Last Week Tonight with John Oliver won Outstanding Variety Talk Series for the fourth year in a row. It appears that Oliver has become the Emmys’ new John Stewart, and with his contract set through at least another year, there’s no reason to assume he won’t score again in 2020, either.

– Bradley Whitford and Jimmy Smits had a brief but welcome West Wing reunion onstage to present one of the Limited Series awards. (The airing of the show coincided with the 20th anniversary of The West Wing, which first premiered on September 22, 1999.)

– I’m going to pretend that Bandersnatch didn’t actually beat Deadwood for the Outstanding TV Movie award. Given how badly Deadwood was treated by the Emmys in its original run (it received five awards, all technical), just let me have this fantasy.

– The night’s most politically potent moment came when Michelle Williams (winning for Fosse/Verdon) gave a speech about the importance of equal pay. Unfortunately, her plea was undermined by her statistically faulty wage-gap claim that women of color in Hollywood make only 52 cents for every white man’s dollar. Twitter celebrated her anyway, of course.

– A lot of my predictions were wrong, but I correctly predicted that Billy Porter would win for Pose. Still, no one could have predicted… that hat.

– The In Memoriam segment was beautifully produced, and warmly set to Halsey’s rendition of “Time After Time,” but I wish they’d cut the audience mic during the montage. The applause was intermittent and distracting, as I spent much of the time wondering “How loudly are they going to clap for this person?”

– What are the odds that Amazon has already called up Phoebe Waller-Bridge to beg for a third series of Fleabag?

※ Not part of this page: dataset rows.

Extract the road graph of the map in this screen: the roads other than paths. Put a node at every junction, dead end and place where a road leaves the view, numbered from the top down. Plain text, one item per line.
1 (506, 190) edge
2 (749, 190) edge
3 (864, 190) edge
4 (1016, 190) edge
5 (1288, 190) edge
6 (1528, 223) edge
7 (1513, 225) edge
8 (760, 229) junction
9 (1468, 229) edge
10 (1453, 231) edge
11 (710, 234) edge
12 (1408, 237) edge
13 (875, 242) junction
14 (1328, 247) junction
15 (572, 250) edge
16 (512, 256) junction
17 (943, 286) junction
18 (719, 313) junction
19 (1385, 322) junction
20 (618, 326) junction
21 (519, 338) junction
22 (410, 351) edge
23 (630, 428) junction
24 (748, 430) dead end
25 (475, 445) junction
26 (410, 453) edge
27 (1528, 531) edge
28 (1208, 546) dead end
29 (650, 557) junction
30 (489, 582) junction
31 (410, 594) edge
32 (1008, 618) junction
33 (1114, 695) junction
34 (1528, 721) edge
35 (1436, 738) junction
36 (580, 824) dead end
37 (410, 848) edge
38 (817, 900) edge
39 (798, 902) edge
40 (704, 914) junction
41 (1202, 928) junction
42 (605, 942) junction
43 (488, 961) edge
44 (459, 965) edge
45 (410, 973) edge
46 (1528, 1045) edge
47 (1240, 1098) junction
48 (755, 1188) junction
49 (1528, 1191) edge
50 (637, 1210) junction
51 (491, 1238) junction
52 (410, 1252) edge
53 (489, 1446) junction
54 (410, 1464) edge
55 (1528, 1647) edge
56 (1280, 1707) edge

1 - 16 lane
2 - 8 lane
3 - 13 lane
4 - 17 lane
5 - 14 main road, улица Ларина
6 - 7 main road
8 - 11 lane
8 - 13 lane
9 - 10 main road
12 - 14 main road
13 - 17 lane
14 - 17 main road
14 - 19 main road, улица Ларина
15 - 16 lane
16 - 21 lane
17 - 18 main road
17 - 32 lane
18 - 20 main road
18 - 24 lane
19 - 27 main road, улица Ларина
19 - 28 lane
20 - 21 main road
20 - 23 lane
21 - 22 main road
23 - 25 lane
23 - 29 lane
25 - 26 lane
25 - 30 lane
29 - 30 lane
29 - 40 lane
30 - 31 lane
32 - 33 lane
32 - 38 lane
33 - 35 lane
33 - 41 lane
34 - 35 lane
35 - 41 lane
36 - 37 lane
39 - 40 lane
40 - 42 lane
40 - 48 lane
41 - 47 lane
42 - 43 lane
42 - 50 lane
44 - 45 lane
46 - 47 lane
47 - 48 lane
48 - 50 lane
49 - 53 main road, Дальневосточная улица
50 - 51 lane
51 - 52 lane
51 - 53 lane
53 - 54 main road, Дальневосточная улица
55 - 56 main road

I’m guessing they’re high.

– Emmy season has been crazy, but it’s thankfully over. And Oscar season begins in 5… 4… 3…

3 thoughts on “Emmys 2019: Some Well-Deserved Wins Can’t Save a Boring Ceremony”

  1. Well I’m glad Game of Thrones didn’t win ‘Outstanding Writing in a Drama Series’. I’m ok with them winning Best Drama-the cast and crew really gave it their best shot for the entirety of the show’s run, even if the writers didn’t.

    Like

    1. I think what bugs me most about these last couple Thrones wins is that the show clearly no longer has any major pull with the Emmys, outside of Peter Dinklage. I don’t mind the show getting the top award if the voters think it’s qualitatively the best, but it obviously kept winning simply because it was the most well-known show on the list.

      Like

      1. Past Season 3, the King’s Landing story-line in Season 2, and the second half of Season 1, Thrones was never a truly great show-it was one of impressive scope and ambition, even if the writing never quite measured up to its potential- so I was fine with it receiving accolades, especially if it got people to take sci-fi and fantasy seriously. But the last few seasons have been so….empty. Empty misery or hollow, unearned victories. Peter Dinklage ceases to be used well after Season 2, so even his considerable talent shouldn’t be that big a draw.

        I’m reading the books for the first time right now, and they’re pretty fantastic. The multiple perspectives aspect works better in a novel, and there’s less gratuitous violence and nudity.